Sony Computer Entertainment's latest news update for the ongoing PlayStation Network and Qriocity outage addresses the main and very serious issue of the unauthorized intrusion which forced the console giant to shut their online services down in the first place.
PSN users have been informed of possible compromises of personal information tied to their user accounts as a result of "malicious actions", confirming that SCEA's battle thus far has been one against hackers. SCEA cautions that an outside party may have obtained PSN login (account username and password) and contact details (mailing address), as well as PSN account profile data like purchase history.
SCEA has tapped into the services of an "outside, recognized security firm" to conduct a thorough investigation as to how this mess managed to occur.
While SCEA cannot confirm if actual credit card data tied to PSN accounts were similarly compromised, the company is advising PSN users that it wouldn't hurt to keep an eye out for some very suspicious correspondence in the near future:
For your security, we encourage you to be especially aware of email, telephone, and postal mail scams that ask for personal or sensitive information. Sony will not contact you in any way, including by email, asking for your credit card number, social security number or other personally identifiable information. If you are asked for this information, you can be confident Sony is not the entity asking. When the PlayStation Network and Qriocity services are fully restored, we strongly recommend that you log on and change your password. Additionally, if you use your PlayStation Network or Qriocity user name or password for other unrelated services or accounts, we strongly recommend that you change them, as well.
PSN users will also want to keep a keen eye on their credit report statements for equally suspicous financial activity. SCEA helpfully reminds its customers in the US that they can contact their friendly neighborhood credit bureau for their free reports, and they may even place fraud alerts on their credit report files if they want to be extra safe at the cost of some extra verification on your part whenever you need to do something related to your credit score.
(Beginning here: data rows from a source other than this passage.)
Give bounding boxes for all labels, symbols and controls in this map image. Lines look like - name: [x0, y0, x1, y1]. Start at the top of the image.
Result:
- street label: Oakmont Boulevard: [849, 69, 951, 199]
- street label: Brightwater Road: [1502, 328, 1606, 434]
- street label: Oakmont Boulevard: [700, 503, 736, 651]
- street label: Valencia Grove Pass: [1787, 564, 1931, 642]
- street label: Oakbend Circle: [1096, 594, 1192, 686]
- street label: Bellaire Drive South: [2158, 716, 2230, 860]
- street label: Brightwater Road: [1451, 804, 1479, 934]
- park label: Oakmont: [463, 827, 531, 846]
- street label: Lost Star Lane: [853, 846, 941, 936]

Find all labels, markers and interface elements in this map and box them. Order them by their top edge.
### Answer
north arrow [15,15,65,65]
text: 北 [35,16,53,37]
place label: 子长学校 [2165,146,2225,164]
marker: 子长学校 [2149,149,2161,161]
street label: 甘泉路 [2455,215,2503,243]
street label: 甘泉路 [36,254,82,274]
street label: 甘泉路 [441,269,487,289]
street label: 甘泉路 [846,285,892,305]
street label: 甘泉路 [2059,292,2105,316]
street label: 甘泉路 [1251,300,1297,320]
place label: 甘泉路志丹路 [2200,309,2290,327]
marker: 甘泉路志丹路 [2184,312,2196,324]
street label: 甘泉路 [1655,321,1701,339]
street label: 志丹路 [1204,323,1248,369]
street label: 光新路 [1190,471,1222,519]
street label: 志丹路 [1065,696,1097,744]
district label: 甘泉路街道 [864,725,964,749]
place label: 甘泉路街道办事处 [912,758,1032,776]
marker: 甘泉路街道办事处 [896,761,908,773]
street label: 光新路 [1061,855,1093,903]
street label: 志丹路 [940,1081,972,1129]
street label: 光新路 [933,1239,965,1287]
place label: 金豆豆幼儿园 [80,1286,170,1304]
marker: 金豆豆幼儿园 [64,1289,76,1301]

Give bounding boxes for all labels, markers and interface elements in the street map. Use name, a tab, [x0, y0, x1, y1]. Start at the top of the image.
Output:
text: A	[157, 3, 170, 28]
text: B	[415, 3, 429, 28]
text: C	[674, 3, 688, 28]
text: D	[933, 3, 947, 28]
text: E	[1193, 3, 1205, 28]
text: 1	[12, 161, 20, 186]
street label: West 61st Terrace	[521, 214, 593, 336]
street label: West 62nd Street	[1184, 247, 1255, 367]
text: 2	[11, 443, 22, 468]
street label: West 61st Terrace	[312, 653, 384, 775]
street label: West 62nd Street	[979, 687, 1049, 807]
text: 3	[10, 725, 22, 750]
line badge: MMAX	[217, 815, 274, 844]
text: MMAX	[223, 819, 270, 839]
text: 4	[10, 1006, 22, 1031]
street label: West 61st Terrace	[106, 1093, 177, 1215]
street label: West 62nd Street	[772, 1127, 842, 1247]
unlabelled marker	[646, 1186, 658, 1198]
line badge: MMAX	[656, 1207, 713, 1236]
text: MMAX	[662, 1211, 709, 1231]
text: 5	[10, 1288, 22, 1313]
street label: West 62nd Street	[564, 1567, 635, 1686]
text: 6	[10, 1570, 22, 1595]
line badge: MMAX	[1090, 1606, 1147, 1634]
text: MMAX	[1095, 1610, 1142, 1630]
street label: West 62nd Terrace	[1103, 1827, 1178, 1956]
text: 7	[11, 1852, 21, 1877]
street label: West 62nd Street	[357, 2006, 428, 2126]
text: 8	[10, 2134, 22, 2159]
On a brighter note, SCEA believes it is on a "clear path" to recovery following their big decision to "rebuild" the PSN and Qriosity services, and expects to have these restored "within a week". The first thing for users to do once they can get back on to the PSN then is to change their passwords.
Update: Reuters reports that the information from possibly 77 million PSN accounts (note that this does not necessarily equate to 77 million actual people) were compromised as a result of this security breach, which the SANS Institute believes could be one of the largest cases of online identity theft yet.